__Instructions for the task__.
Search term "Basile": copy each line of the data containing it.
*** Opening of Data for the task ***
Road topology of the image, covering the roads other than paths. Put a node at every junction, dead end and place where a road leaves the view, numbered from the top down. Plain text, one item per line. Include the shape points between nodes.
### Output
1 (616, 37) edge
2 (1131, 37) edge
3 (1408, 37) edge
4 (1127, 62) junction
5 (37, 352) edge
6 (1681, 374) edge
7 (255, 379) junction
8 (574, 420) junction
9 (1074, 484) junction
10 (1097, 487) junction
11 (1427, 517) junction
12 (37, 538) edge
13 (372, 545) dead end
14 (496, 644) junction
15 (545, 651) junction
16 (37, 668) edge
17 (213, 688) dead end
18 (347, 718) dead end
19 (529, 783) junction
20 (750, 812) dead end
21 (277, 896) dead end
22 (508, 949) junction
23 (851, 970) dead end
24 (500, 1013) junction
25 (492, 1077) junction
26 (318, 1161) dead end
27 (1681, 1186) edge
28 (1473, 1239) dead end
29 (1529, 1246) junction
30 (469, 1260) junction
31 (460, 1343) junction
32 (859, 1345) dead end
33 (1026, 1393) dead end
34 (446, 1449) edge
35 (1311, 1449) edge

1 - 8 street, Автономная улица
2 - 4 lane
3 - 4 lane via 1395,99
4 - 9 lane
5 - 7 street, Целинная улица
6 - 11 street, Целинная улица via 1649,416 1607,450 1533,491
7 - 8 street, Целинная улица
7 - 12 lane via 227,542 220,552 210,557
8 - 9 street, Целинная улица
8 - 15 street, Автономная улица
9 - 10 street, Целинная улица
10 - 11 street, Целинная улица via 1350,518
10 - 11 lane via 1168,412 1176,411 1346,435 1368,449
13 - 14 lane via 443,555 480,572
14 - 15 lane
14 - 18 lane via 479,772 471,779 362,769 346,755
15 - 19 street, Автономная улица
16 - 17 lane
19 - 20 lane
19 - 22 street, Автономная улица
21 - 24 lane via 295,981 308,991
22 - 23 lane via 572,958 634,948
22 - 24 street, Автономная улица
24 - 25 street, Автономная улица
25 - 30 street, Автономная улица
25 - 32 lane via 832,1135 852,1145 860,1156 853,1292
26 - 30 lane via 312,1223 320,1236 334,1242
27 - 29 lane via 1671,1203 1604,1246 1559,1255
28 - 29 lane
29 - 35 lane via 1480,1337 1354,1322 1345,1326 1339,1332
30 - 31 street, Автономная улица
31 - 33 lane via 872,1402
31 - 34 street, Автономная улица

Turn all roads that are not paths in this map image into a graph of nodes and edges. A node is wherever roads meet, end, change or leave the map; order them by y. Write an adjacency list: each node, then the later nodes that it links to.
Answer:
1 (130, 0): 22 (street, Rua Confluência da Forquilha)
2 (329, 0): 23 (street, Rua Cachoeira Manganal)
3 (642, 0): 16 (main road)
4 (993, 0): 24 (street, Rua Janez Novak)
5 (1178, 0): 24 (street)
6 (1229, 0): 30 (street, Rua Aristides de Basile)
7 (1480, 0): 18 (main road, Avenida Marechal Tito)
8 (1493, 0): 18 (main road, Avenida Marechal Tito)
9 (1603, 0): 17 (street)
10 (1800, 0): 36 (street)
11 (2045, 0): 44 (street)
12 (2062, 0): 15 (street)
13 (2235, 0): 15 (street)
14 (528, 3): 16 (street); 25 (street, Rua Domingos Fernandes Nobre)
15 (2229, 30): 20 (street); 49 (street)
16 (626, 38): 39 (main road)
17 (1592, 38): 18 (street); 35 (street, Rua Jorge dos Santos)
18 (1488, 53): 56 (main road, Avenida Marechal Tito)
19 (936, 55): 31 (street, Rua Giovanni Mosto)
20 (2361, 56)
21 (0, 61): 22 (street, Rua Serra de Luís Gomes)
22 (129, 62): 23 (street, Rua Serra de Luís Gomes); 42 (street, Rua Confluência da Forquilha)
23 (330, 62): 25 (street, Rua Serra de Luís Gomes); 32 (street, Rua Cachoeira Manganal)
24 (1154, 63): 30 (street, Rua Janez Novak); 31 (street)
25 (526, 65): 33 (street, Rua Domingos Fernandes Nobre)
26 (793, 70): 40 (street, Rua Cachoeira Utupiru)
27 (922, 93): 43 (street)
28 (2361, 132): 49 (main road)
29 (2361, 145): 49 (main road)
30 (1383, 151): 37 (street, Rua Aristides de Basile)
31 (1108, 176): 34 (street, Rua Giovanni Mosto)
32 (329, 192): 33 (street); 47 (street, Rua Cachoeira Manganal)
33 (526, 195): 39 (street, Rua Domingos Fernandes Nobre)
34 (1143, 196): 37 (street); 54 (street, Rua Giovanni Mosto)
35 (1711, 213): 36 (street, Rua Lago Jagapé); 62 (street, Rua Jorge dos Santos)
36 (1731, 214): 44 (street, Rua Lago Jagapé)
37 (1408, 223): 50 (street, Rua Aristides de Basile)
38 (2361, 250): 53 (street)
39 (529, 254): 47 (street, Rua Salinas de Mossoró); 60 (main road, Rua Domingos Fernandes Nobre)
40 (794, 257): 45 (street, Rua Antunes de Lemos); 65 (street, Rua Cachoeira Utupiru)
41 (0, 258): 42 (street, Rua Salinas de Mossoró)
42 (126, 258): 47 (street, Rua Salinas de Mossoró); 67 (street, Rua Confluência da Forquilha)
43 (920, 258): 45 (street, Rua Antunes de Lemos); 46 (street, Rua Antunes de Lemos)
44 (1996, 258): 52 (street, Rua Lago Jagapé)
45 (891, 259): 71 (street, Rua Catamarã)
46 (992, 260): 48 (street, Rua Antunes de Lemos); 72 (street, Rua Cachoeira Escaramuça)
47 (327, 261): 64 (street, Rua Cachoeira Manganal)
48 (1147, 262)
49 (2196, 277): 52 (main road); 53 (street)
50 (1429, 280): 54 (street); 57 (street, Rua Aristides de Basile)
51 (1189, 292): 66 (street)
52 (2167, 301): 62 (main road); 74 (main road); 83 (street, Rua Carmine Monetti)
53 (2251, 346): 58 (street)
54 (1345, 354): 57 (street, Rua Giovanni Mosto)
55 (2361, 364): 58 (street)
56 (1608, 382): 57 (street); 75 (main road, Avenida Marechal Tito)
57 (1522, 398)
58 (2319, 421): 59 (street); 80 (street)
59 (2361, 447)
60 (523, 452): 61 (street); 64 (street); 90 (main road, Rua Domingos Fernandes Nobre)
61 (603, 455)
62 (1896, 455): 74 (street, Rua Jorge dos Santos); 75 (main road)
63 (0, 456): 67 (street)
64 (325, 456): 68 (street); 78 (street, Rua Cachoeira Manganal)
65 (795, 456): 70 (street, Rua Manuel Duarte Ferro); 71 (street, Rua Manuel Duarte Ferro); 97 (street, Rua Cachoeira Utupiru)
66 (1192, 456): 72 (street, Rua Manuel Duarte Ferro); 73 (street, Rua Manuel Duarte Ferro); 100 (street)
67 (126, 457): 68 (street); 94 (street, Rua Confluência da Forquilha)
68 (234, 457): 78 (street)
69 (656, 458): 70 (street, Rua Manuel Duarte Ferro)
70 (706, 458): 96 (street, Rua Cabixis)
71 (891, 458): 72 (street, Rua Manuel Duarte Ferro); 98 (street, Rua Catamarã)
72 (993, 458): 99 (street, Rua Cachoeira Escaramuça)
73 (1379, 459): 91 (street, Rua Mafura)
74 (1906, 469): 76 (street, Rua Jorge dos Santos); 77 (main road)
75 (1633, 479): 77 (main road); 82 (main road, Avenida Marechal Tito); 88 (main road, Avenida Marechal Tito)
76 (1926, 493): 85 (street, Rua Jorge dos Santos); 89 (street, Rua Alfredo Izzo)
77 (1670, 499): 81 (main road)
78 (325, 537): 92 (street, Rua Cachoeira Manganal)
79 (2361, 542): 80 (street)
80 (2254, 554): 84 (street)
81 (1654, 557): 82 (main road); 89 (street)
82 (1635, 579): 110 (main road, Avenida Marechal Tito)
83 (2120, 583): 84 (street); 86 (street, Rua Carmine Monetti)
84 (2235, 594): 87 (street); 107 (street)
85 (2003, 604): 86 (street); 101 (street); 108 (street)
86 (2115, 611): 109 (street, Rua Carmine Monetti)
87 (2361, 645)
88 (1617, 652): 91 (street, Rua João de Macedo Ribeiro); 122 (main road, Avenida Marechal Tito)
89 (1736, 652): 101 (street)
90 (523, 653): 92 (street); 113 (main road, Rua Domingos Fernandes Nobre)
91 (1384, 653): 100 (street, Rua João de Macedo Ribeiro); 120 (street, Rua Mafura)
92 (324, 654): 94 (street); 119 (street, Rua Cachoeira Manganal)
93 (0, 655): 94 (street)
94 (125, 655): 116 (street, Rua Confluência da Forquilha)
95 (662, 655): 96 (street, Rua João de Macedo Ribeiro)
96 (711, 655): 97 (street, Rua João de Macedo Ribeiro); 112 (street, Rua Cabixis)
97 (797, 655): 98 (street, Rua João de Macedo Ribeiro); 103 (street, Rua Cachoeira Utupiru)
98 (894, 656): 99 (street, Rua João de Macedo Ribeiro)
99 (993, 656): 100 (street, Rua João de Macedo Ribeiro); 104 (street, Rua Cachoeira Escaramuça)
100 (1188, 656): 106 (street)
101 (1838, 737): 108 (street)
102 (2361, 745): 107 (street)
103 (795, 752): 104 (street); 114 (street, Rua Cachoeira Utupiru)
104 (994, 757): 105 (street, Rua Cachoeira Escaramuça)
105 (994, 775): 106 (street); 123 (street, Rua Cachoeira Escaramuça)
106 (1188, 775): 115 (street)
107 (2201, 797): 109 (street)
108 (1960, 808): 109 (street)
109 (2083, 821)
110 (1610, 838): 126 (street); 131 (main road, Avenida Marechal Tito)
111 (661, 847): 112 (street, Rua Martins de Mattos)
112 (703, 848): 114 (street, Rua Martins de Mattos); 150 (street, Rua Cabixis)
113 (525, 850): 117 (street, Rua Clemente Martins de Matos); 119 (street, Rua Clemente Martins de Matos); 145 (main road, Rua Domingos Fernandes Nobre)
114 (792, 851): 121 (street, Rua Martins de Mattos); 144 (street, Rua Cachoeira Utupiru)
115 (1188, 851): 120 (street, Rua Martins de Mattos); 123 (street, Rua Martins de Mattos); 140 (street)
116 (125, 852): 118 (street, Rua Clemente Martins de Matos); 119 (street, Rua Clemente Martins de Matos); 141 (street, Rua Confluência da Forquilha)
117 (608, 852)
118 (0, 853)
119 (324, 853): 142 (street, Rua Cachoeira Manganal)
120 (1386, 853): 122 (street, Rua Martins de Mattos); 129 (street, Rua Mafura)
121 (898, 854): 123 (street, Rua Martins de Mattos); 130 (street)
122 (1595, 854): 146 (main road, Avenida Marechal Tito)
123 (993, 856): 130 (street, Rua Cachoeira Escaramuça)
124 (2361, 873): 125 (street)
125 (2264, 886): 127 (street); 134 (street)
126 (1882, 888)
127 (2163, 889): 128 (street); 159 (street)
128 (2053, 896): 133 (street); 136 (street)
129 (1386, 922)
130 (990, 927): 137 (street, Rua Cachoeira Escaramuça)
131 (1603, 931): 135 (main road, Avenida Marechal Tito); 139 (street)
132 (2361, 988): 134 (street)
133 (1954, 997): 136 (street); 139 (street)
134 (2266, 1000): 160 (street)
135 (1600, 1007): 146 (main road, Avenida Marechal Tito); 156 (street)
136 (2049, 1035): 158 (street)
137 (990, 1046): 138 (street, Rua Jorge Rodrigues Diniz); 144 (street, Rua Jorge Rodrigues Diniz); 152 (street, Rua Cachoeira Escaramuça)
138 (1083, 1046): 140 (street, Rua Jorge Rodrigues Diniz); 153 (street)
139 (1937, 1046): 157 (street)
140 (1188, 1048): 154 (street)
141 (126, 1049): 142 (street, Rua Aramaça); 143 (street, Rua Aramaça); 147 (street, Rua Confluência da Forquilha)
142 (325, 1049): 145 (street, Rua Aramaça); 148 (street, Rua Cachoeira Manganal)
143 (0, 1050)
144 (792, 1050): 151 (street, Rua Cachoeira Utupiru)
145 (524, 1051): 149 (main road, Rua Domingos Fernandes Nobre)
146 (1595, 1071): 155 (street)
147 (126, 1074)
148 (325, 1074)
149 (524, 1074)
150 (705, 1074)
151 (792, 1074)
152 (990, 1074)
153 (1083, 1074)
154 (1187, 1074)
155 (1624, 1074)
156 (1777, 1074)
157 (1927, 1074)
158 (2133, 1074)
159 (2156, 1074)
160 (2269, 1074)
*** Close of Data for the task ***
__Response to this task__.
6 (1229, 0): 30 (street, Rua Aristides de Basile)
30 (1383, 151): 37 (street, Rua Aristides de Basile)
37 (1408, 223): 50 (street, Rua Aristides de Basile)
50 (1429, 280): 54 (street); 57 (street, Rua Aristides de Basile)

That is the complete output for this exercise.